The thunder, I thought I understood that as well. When I was even younger, it was the sound of clouds exploding as the lightning split right through. A little older, and I just understood it as the sound of the lightning fizzing, crackling in the air.
But never as the sound of a thousand bulbs - a long string, a chain of them, like snow-white Christmas lights - all shattering in sequence. Not until I found myself between a tree's branches in the middle of a storm. I wasn't supposed to be there, I know. They're nature's own lightning rods. Another thing my grandfather said.
I had to climb those branches, though, as soon as the bulb-smashing sounds started. Because there was no rain. I hadn't heard of dry lightning then, and had known those flashes and those bangs only when accompanied by the kind of rainfall that leads to flooding if it carries on for long enough. The rare-times I watched those split-second glare parades with curtains open, I used to get distracted by the movement of the raindrops on the glass.
No glass outside, though, and no raindrops that day either, and so I slowly came to see the lightning for exactly what it was. And, because it started so high up with all the clouds, I felt I must get higher too. And the highest things around were trees. Oaks and sycamores and elms, and ash, I think. And a clump, a ragged little copse of silver birches, with bark that brought to mind dalmatian spots.
It was an oak I climbed. It was spring, and I remember acorns snapping off beneath my scared but hungry fingergrasps and rubber soles. Some of the branches further up were close to rotten, and gave off dry wheezes, short phlegmless coughs, as I used them as handholds then footholds to reach ever airier places. If I'd have been considering that, and paid attention to my grandfather's words, I'd have known that I was scaling nothing but a hefty chunk of kindling, but, as it was, I just sat there, three branches down from the top of that tall oak and let the lightning leave those temporary greenblack slashes down my vision. Let the shattering noise come at me and rattle hard against my jaw. Like the punches that Bruce Lee threw in kung-fu films, and I took in schoolyards during fights. Took from softer lads than me, it turned out.

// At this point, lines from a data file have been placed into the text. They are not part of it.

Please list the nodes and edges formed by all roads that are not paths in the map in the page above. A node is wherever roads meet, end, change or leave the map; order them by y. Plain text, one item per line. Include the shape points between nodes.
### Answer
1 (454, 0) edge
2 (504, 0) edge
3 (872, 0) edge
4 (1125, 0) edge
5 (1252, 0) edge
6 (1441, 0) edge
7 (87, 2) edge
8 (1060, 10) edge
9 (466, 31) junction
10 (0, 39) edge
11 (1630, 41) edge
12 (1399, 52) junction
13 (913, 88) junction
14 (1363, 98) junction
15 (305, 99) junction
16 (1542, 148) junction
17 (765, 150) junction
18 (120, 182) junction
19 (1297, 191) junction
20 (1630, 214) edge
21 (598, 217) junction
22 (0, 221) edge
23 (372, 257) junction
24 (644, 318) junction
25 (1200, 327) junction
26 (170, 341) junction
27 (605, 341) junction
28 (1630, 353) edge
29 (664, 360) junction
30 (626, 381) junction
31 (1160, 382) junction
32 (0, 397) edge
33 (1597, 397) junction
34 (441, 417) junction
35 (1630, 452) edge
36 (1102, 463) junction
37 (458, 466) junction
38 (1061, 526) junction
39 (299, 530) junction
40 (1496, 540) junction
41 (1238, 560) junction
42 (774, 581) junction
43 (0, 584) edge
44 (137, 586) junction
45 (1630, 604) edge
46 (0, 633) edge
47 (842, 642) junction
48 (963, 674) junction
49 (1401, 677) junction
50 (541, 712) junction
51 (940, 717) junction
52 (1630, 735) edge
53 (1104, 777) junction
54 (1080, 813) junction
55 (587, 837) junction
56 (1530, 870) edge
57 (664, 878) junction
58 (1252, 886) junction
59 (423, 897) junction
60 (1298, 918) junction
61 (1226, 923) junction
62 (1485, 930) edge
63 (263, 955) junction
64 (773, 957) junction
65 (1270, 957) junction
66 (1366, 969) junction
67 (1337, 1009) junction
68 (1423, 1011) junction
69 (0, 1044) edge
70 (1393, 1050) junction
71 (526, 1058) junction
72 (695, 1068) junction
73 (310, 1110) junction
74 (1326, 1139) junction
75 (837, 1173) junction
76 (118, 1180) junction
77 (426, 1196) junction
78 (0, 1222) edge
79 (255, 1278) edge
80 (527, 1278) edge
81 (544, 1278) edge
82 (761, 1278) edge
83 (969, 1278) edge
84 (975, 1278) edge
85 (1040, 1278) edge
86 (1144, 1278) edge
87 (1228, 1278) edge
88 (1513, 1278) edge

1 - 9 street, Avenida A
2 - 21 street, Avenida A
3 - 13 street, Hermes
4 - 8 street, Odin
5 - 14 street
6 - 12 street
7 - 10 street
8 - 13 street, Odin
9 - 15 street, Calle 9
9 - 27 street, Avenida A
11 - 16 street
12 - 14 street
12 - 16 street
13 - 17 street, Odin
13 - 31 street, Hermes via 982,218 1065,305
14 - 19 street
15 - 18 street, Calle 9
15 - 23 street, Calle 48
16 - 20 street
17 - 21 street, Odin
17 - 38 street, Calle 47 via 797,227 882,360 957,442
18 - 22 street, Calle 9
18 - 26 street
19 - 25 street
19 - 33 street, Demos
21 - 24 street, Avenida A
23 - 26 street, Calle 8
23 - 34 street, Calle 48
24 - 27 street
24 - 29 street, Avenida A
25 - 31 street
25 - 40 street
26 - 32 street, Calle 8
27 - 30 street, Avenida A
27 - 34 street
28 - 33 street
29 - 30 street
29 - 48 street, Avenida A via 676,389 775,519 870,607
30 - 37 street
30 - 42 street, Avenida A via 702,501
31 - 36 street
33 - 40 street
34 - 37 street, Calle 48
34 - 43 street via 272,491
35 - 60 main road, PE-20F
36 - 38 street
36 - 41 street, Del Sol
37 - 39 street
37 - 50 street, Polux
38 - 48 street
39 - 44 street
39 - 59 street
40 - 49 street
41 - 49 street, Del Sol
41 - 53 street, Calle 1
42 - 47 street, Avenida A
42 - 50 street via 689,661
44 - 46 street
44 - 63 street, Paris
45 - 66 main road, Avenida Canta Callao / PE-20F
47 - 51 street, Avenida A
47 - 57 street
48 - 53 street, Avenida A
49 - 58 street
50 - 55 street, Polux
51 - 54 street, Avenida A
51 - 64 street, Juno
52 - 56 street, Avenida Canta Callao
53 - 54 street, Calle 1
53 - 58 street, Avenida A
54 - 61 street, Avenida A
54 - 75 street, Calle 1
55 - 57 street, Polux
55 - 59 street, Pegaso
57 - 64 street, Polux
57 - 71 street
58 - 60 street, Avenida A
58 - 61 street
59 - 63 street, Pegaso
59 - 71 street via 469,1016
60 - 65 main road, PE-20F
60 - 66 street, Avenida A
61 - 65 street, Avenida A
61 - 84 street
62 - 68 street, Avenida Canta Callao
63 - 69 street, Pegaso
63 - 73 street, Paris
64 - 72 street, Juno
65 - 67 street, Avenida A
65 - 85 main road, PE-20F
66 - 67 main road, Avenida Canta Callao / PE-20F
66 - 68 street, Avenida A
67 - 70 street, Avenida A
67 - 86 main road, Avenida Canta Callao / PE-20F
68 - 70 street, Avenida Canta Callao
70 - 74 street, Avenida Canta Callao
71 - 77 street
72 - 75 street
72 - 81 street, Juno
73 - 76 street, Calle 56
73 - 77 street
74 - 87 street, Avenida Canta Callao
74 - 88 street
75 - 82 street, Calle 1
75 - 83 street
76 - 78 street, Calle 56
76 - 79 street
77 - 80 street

None of them were outside, treeclimbing as something tripped the fuses and blew a thousand lightbulbs all at once. None of them were swaying in the canopy, closing their eyes and absorbing the storm as a series of inky blue sparks. None of them chased me up there.
When the storm stopped, the air filled, faintly, with the memory of fire. I don't remember if my grandfather had said it would or not. It was quiet, and the wind was calmer. I kept my eyes closed until the patterns scratched across them faded. Trod tenderly on my way back down, going slowly; fearful, so I told myself, that I might fall if a branch were to break.